FILED
NOT FOR PUBLICATION JUN 13 2013
MOLLY C. DWYER, CLERK
UNITED STATES COURT OF APPEALS U .S. C O U R T OF APPE ALS
FOR THE NINTH CIRCUIT
UNITED STATES OF AMERICA, No. 12-10153
Plaintiff - Appellee, D.C. No. 2:11-cr-00113-JAT-2
v.
MEMORANDUM *
LISA RAJAPHONE SAYAMONTRY,
Defendant - Appellant.
Appeal from the United States District Court
for the District of Arizona
James A. Teilborg, District Judge, Presiding
Submitted June 11, 2013 **
San Francisco, California
Before: O’SCANNLAIN and HURWITZ, Circuit Judges, and PIERSOL, Senior
District Judge.***
*
This disposition is not appropriate for publication and is not precedent
except as provided by 9th Cir. R. 36-3.
**
The panel unanimously concludes this case is suitable for decision
without oral argument. See Fed. R. App. P. 34(a)(2).
***
The Honorable Lawrence L. Piersol, Senior District Judge for the U.S.

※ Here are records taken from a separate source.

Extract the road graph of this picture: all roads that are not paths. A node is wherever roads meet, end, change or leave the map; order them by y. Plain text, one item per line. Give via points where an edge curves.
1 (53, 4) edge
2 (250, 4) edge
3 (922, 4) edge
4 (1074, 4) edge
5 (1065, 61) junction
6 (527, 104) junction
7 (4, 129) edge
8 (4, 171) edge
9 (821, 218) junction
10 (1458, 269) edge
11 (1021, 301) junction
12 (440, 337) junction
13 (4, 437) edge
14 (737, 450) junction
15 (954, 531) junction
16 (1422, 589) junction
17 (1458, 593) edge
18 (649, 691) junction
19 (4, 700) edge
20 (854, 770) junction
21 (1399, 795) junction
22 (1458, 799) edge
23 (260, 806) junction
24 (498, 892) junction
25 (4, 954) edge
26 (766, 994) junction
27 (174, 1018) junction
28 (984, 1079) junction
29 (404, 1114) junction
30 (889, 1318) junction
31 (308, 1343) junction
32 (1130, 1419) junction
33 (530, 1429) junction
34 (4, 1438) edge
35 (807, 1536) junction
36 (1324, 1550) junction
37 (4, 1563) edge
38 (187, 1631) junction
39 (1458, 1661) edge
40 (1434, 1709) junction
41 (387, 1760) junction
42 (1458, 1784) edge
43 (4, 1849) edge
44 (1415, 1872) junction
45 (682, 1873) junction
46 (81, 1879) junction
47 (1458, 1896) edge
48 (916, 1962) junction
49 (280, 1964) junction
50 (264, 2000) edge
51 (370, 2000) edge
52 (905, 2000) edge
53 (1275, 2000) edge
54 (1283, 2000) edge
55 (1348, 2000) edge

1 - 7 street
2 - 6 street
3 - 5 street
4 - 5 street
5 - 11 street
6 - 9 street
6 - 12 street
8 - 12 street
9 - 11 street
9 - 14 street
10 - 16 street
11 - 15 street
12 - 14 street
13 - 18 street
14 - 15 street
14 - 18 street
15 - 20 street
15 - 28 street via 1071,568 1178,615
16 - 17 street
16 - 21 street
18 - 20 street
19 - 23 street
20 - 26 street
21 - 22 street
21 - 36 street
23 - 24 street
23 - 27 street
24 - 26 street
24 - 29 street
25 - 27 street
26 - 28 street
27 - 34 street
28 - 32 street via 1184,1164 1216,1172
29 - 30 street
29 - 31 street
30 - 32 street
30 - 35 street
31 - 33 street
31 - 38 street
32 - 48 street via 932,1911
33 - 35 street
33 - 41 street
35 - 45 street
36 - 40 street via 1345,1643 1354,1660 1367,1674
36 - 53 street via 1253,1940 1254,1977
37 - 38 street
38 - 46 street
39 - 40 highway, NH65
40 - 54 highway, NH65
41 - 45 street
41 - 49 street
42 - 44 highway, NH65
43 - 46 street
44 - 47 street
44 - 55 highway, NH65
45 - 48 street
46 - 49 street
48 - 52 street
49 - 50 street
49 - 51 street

District Court for the District of South Dakota, sitting by designation.
Lisa Sayamontry was convicted after a bench trial of conspiracy to possess with
intent to distribute five kilograms or more of cocaine, in violation of 21 U.S.C. § 846,
possession with intent to distribute five kilograms or more of cocaine, in violation of
21 U.S.C. §§ 841(a)(1) and (b)(1)(A)(ii), and possession of a firearm in furtherance
of a drug trafficking crime, in violation of 18 U.S.C. § 924(c). We have jurisdiction
under 28 U.S.C. § 1291 and affirm.
1. The district court correctly denied Sayamontry’s motion to suppress. The
parties stipulated that probable cause existed to stop and search Sayamontry’s vehicle
for narcotics. The fact that the search was conducted after the conclusion of a traffic
stop did not extinguish the right of law enforcement to act on that probable cause,
which was independent of any justification for the traffic stop. See Wyoming v.
Houhgton, 526 U.S. 295, 300-02 (1999) (holding that a search of an automobile and
the containers within it is reasonable under the Fourth Amendment if the officers have
probable cause to believe the automobile contains contraband).
2. Sufficient evidence supported Sayamontry’s possession and conspiracy
convictions. Sayamontry owned the vehicle in which the drugs were found, the drugs
were found under her seat, and she was observed driving the vehicle away from an
apparent drug transaction. See United States v. Lopez, 477 F.3d 1110, 1113 (9th Cir.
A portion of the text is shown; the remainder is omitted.